PROBLEM REQUIREMENTS
Your answer should be one number: the count of lines in the data below that include "highway".

Saved data entries
##########

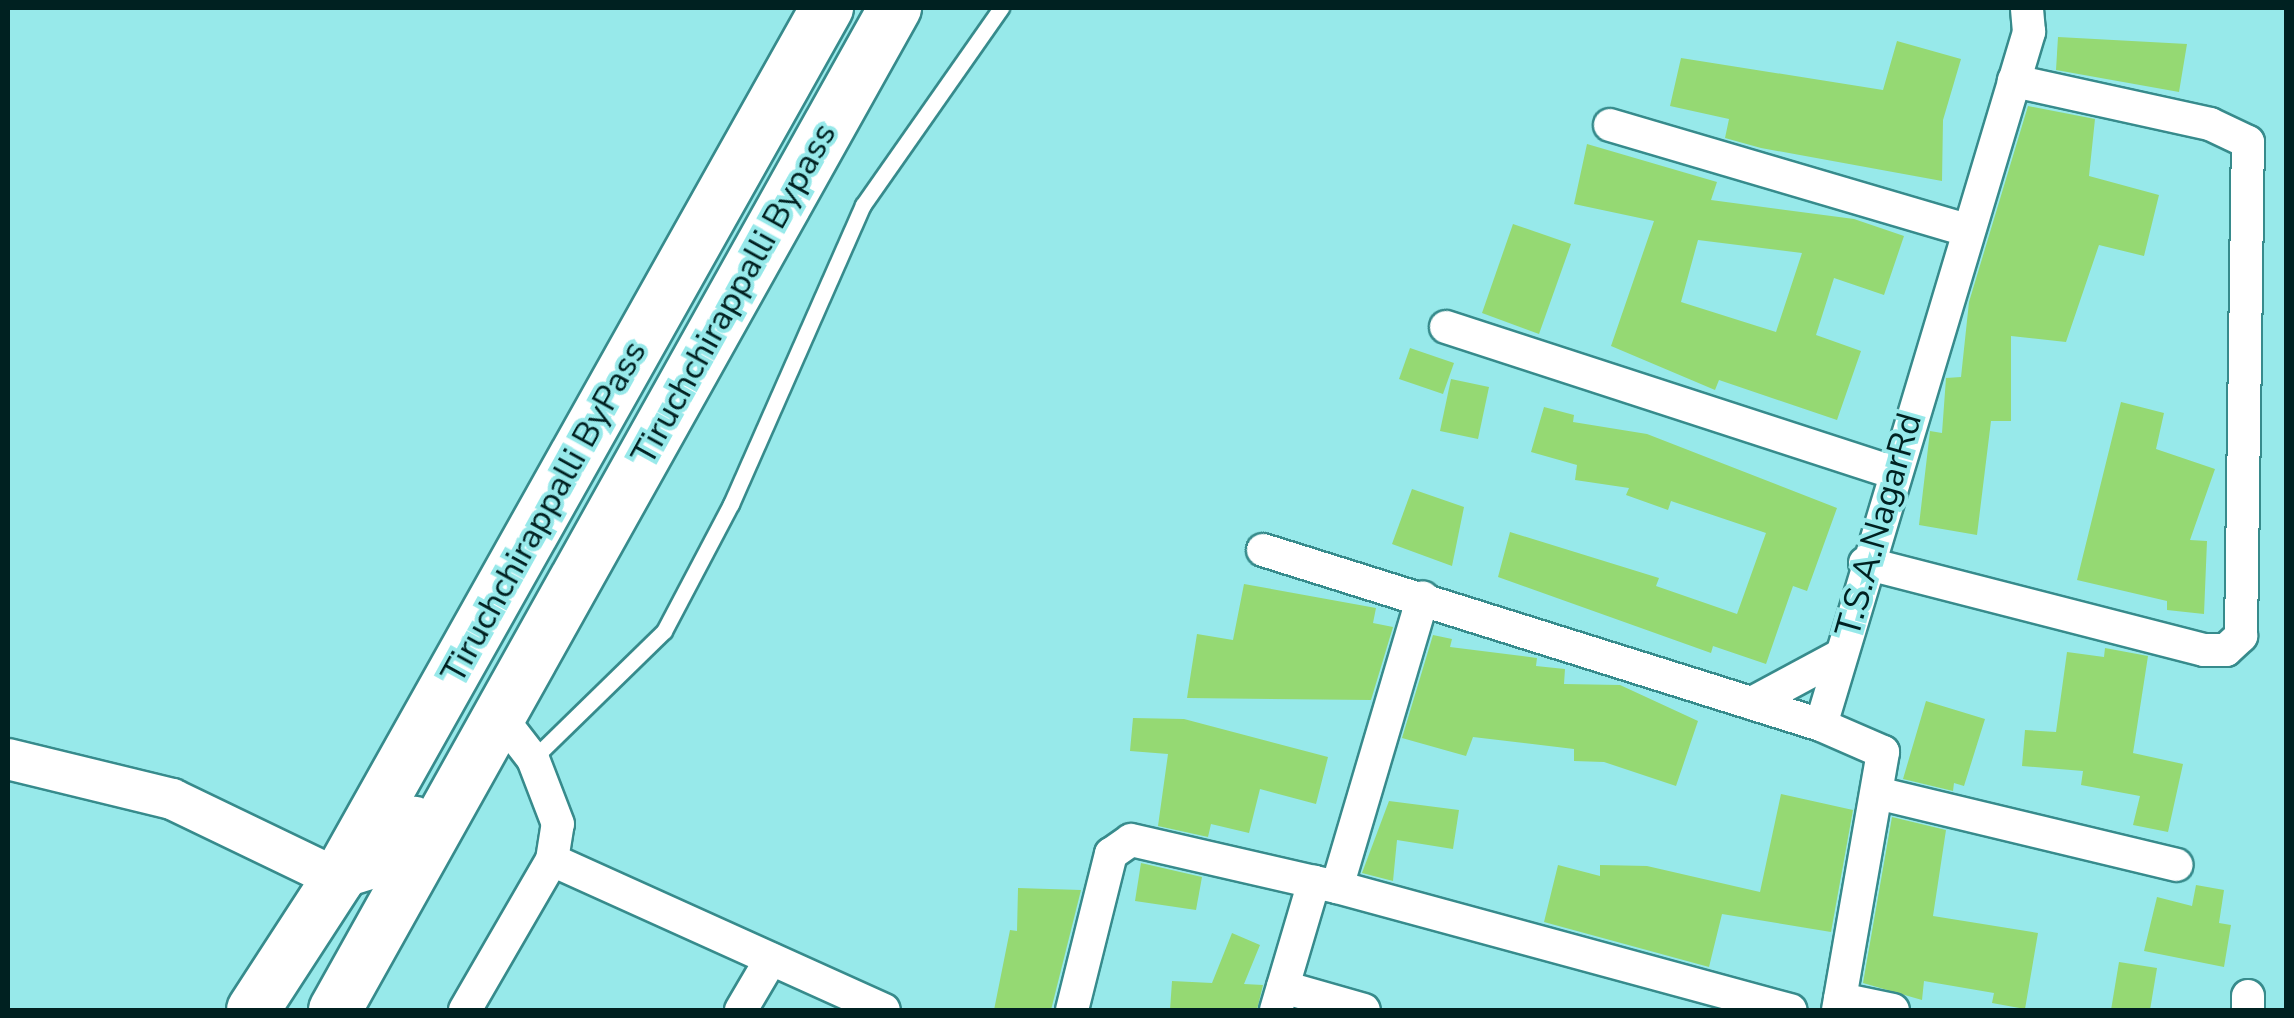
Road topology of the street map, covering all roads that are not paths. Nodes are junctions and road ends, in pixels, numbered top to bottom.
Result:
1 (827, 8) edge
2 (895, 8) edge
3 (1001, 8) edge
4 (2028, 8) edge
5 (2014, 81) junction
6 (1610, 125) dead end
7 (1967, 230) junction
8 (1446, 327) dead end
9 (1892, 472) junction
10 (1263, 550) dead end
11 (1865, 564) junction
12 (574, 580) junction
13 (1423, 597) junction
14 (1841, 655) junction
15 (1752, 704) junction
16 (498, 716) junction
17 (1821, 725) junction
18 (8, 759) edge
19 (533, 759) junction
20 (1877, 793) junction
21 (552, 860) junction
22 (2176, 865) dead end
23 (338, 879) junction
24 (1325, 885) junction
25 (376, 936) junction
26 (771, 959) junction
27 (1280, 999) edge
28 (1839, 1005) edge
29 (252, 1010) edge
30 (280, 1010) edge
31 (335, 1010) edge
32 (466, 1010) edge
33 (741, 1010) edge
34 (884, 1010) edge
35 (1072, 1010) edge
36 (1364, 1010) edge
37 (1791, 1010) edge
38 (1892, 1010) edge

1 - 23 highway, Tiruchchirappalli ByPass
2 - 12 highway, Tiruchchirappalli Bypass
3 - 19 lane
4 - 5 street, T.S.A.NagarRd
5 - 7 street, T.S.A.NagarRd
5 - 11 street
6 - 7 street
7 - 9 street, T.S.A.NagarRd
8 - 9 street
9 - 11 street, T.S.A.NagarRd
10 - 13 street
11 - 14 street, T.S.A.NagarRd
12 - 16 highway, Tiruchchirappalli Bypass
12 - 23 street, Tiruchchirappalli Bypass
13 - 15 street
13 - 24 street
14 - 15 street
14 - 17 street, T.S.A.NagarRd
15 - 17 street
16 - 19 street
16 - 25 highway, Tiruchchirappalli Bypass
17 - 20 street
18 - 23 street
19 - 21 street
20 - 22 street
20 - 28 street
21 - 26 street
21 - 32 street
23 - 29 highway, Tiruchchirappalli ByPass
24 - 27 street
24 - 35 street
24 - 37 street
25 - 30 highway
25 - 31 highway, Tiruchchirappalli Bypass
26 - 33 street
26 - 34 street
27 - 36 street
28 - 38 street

##########

OUTPUT OF THE TASK
7